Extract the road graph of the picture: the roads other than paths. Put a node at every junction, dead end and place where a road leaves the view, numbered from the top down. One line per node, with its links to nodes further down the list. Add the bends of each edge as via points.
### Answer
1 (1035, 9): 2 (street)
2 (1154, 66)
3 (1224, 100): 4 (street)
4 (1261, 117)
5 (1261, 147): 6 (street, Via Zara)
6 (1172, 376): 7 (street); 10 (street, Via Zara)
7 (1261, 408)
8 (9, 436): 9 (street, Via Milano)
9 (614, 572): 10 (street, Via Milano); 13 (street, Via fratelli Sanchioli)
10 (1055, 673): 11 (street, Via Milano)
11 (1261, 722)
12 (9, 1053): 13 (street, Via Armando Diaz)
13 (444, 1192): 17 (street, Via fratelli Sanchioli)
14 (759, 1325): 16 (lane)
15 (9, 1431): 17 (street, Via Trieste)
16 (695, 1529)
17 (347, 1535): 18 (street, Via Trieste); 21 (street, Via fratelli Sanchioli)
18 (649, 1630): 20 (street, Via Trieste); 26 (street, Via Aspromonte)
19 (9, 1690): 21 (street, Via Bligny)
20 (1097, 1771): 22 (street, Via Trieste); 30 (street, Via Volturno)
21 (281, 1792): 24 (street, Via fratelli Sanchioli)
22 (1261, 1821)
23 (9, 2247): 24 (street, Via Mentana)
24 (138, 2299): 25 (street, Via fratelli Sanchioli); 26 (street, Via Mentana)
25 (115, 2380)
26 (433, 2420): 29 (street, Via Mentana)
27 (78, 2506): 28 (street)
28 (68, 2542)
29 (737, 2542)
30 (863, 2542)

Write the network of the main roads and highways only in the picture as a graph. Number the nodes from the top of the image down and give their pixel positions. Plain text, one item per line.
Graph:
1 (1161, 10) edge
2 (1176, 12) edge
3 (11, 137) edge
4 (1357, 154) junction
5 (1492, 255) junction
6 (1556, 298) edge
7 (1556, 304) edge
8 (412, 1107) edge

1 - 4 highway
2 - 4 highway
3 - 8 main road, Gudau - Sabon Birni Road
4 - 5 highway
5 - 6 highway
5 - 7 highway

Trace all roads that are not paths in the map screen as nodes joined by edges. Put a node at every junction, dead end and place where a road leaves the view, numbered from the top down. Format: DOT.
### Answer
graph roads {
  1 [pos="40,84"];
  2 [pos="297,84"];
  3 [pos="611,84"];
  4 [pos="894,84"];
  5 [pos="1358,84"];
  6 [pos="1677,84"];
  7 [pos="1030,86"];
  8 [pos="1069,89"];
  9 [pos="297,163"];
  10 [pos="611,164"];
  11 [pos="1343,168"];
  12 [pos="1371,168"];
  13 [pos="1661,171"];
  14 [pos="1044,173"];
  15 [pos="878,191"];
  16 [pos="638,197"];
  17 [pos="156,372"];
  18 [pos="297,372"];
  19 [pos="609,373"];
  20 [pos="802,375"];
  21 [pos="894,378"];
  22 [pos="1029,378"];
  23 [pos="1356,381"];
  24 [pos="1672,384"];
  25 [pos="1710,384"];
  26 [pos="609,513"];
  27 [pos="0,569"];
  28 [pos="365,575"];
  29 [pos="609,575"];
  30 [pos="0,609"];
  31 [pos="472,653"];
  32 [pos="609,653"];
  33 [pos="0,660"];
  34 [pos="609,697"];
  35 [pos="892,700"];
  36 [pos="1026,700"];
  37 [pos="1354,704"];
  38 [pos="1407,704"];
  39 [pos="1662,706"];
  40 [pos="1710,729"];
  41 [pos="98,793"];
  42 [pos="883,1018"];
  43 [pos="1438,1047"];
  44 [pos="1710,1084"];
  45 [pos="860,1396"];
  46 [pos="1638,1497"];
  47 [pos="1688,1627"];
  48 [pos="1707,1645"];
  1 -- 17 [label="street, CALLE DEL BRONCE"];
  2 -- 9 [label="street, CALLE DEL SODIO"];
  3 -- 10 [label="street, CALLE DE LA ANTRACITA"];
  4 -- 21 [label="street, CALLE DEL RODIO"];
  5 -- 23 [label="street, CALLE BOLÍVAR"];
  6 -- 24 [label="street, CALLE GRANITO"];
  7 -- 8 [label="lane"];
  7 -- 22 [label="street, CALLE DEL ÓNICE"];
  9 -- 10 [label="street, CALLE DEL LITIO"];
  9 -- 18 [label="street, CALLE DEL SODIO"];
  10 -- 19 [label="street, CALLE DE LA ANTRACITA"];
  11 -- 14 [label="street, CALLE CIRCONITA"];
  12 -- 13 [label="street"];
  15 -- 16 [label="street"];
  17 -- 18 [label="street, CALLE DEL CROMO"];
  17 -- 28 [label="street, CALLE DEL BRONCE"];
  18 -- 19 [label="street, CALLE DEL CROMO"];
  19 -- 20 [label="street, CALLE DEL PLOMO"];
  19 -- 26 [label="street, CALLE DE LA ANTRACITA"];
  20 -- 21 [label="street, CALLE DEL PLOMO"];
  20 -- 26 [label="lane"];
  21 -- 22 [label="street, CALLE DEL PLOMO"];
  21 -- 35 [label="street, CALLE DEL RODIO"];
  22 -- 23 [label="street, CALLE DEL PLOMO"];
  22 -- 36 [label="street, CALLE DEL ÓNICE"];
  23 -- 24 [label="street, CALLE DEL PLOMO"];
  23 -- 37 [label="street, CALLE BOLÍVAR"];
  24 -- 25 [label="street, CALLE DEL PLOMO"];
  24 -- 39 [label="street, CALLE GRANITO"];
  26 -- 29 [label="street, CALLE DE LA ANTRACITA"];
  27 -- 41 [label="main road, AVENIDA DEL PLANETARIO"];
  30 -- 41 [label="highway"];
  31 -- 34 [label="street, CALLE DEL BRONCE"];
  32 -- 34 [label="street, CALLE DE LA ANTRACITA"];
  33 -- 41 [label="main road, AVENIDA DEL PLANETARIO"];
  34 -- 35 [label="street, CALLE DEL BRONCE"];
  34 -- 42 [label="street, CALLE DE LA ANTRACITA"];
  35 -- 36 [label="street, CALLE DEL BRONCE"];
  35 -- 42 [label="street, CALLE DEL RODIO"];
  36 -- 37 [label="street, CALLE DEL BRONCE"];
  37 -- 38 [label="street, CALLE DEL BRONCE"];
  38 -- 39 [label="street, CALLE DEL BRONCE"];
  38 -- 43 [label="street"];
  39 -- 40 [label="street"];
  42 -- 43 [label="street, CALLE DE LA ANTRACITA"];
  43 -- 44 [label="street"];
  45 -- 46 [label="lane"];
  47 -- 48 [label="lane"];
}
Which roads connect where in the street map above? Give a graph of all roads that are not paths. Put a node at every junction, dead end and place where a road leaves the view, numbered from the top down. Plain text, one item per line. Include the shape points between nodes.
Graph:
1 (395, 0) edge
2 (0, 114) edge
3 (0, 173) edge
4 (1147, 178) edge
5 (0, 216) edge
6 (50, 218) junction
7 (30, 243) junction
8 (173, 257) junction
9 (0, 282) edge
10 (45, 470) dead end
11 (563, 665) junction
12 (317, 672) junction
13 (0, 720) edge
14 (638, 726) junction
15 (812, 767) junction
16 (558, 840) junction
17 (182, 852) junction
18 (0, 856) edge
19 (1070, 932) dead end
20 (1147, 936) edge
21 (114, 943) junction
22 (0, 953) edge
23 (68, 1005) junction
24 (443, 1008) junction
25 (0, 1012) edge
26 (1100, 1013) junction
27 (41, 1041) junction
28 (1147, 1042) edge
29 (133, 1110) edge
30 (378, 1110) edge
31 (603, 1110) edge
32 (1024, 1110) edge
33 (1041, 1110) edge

* * * * * * *

■ Exercise goal: A faithful transcription of all the material is what this exercise calls for.

■ Written reply:
Extract the road graph of the picture: the roads other than paths. Put a node at every junction, dead end and place where a road leaves the view, numbered from the top down. One line per node, with its links to nodes further down the list. Add the bends of each edge as via points.
### Answer
1 (1035, 9): 2 (street)
2 (1154, 66)
3 (1224, 100): 4 (street)
4 (1261, 117)
5 (1261, 147): 6 (street, Via Zara)
6 (1172, 376): 7 (street); 10 (street, Via Zara)
7 (1261, 408)
8 (9, 436): 9 (street, Via Milano)
9 (614, 572): 10 (street, Via Milano); 13 (street, Via fratelli Sanchioli)
10 (1055, 673): 11 (street, Via Milano)
11 (1261, 722)
12 (9, 1053): 13 (street, Via Armando Diaz)
13 (444, 1192): 17 (street, Via fratelli Sanchioli)
14 (759, 1325): 16 (lane)
15 (9, 1431): 17 (street, Via Trieste)
16 (695, 1529)
17 (347, 1535): 18 (street, Via Trieste); 21 (street, Via fratelli Sanchioli)
18 (649, 1630): 20 (street, Via Trieste); 26 (street, Via Aspromonte)
19 (9, 1690): 21 (street, Via Bligny)
20 (1097, 1771): 22 (street, Via Trieste); 30 (street, Via Volturno)
21 (281, 1792): 24 (street, Via fratelli Sanchioli)
22 (1261, 1821)
23 (9, 2247): 24 (street, Via Mentana)
24 (138, 2299): 25 (street, Via fratelli Sanchioli); 26 (street, Via Mentana)
25 (115, 2380)
26 (433, 2420): 29 (street, Via Mentana)
27 (78, 2506): 28 (street)
28 (68, 2542)
29 (737, 2542)
30 (863, 2542)

Write the network of the main roads and highways only in the picture as a graph. Number the nodes from the top of the image down and give their pixel positions. Plain text, one item per line.
Graph:
1 (1161, 10) edge
2 (1176, 12) edge
3 (11, 137) edge
4 (1357, 154) junction
5 (1492, 255) junction
6 (1556, 298) edge
7 (1556, 304) edge
8 (412, 1107) edge

1 - 4 highway
2 - 4 highway
3 - 8 main road, Gudau - Sabon Birni Road
4 - 5 highway
5 - 6 highway
5 - 7 highway

Trace all roads that are not paths in the map screen as nodes joined by edges. Put a node at every junction, dead end and place where a road leaves the view, numbered from the top down. Format: DOT.
### Answer
graph roads {
  1 [pos="40,84"];
  2 [pos="297,84"];
  3 [pos="611,84"];
  4 [pos="894,84"];
  5 [pos="1358,84"];
  6 [pos="1677,84"];
  7 [pos="1030,86"];
  8 [pos="1069,89"];
  9 [pos="297,163"];
  10 [pos="611,164"];
  11 [pos="1343,168"];
  12 [pos="1371,168"];
  13 [pos="1661,171"];
  14 [pos="1044,173"];
  15 [pos="878,191"];
  16 [pos="638,197"];
  17 [pos="156,372"];
  18 [pos="297,372"];
  19 [pos="609,373"];
  20 [pos="802,375"];
  21 [pos="894,378"];
  22 [pos="1029,378"];
  23 [pos="1356,381"];
  24 [pos="1672,384"];
  25 [pos="1710,384"];
  26 [pos="609,513"];
  27 [pos="0,569"];
  28 [pos="365,575"];
  29 [pos="609,575"];
  30 [pos="0,609"];
  31 [pos="472,653"];
  32 [pos="609,653"];
  33 [pos="0,660"];
  34 [pos="609,697"];
  35 [pos="892,700"];
  36 [pos="1026,700"];
  37 [pos="1354,704"];
  38 [pos="1407,704"];
  39 [pos="1662,706"];
  40 [pos="1710,729"];
  41 [pos="98,793"];
  42 [pos="883,1018"];
  43 [pos="1438,1047"];
  44 [pos="1710,1084"];
  45 [pos="860,1396"];
  46 [pos="1638,1497"];
  47 [pos="1688,1627"];
  48 [pos="1707,1645"];
  1 -- 17 [label="street, CALLE DEL BRONCE"];
  2 -- 9 [label="street, CALLE DEL SODIO"];
  3 -- 10 [label="street, CALLE DE LA ANTRACITA"];
  4 -- 21 [label="street, CALLE DEL RODIO"];
  5 -- 23 [label="street, CALLE BOLÍVAR"];
  6 -- 24 [label="street, CALLE GRANITO"];
  7 -- 8 [label="lane"];
  7 -- 22 [label="street, CALLE DEL ÓNICE"];
  9 -- 10 [label="street, CALLE DEL LITIO"];
  9 -- 18 [label="street, CALLE DEL SODIO"];
  10 -- 19 [label="street, CALLE DE LA ANTRACITA"];
  11 -- 14 [label="street, CALLE CIRCONITA"];
  12 -- 13 [label="street"];
  15 -- 16 [label="street"];
  17 -- 18 [label="street, CALLE DEL CROMO"];
  17 -- 28 [label="street, CALLE DEL BRONCE"];
  18 -- 19 [label="street, CALLE DEL CROMO"];
  19 -- 20 [label="street, CALLE DEL PLOMO"];
  19 -- 26 [label="street, CALLE DE LA ANTRACITA"];
  20 -- 21 [label="street, CALLE DEL PLOMO"];
  20 -- 26 [label="lane"];
  21 -- 22 [label="street, CALLE DEL PLOMO"];
  21 -- 35 [label="street, CALLE DEL RODIO"];
  22 -- 23 [label="street, CALLE DEL PLOMO"];
  22 -- 36 [label="street, CALLE DEL ÓNICE"];
  23 -- 24 [label="street, CALLE DEL PLOMO"];
  23 -- 37 [label="street, CALLE BOLÍVAR"];
  24 -- 25 [label="street, CALLE DEL PLOMO"];
  24 -- 39 [label="street, CALLE GRANITO"];
  26 -- 29 [label="street, CALLE DE LA ANTRACITA"];
  27 -- 41 [label="main road, AVENIDA DEL PLANETARIO"];
  30 -- 41 [label="highway"];
  31 -- 34 [label="street, CALLE DEL BRONCE"];
  32 -- 34 [label="street, CALLE DE LA ANTRACITA"];
  33 -- 41 [label="main road, AVENIDA DEL PLANETARIO"];
  34 -- 35 [label="street, CALLE DEL BRONCE"];
  34 -- 42 [label="street, CALLE DE LA ANTRACITA"];
  35 -- 36 [label="street, CALLE DEL BRONCE"];
  35 -- 42 [label="street, CALLE DEL RODIO"];
  36 -- 37 [label="street, CALLE DEL BRONCE"];
  37 -- 38 [label="street, CALLE DEL BRONCE"];
  38 -- 39 [label="street, CALLE DEL BRONCE"];
  38 -- 43 [label="street"];
  39 -- 40 [label="street"];
  42 -- 43 [label="street, CALLE DE LA ANTRACITA"];
  43 -- 44 [label="street"];
  45 -- 46 [label="lane"];
  47 -- 48 [label="lane"];
}
Which roads connect where in the street map above? Give a graph of all roads that are not paths. Put a node at every junction, dead end and place where a road leaves the view, numbered from the top down. Plain text, one item per line. Include the shape points between nodes.
Graph:
1 (395, 0) edge
2 (0, 114) edge
3 (0, 173) edge
4 (1147, 178) edge
5 (0, 216) edge
6 (50, 218) junction
7 (30, 243) junction
8 (173, 257) junction
9 (0, 282) edge
10 (45, 470) dead end
11 (563, 665) junction
12 (317, 672) junction
13 (0, 720) edge
14 (638, 726) junction
15 (812, 767) junction
16 (558, 840) junction
17 (182, 852) junction
18 (0, 856) edge
19 (1070, 932) dead end
20 (1147, 936) edge
21 (114, 943) junction
22 (0, 953) edge
23 (68, 1005) junction
24 (443, 1008) junction
25 (0, 1012) edge
26 (1100, 1013) junction
27 (41, 1041) junction
28 (1147, 1042) edge
29 (133, 1110) edge
30 (378, 1110) edge
31 (603, 1110) edge
32 (1024, 1110) edge
33 (1041, 1110) edge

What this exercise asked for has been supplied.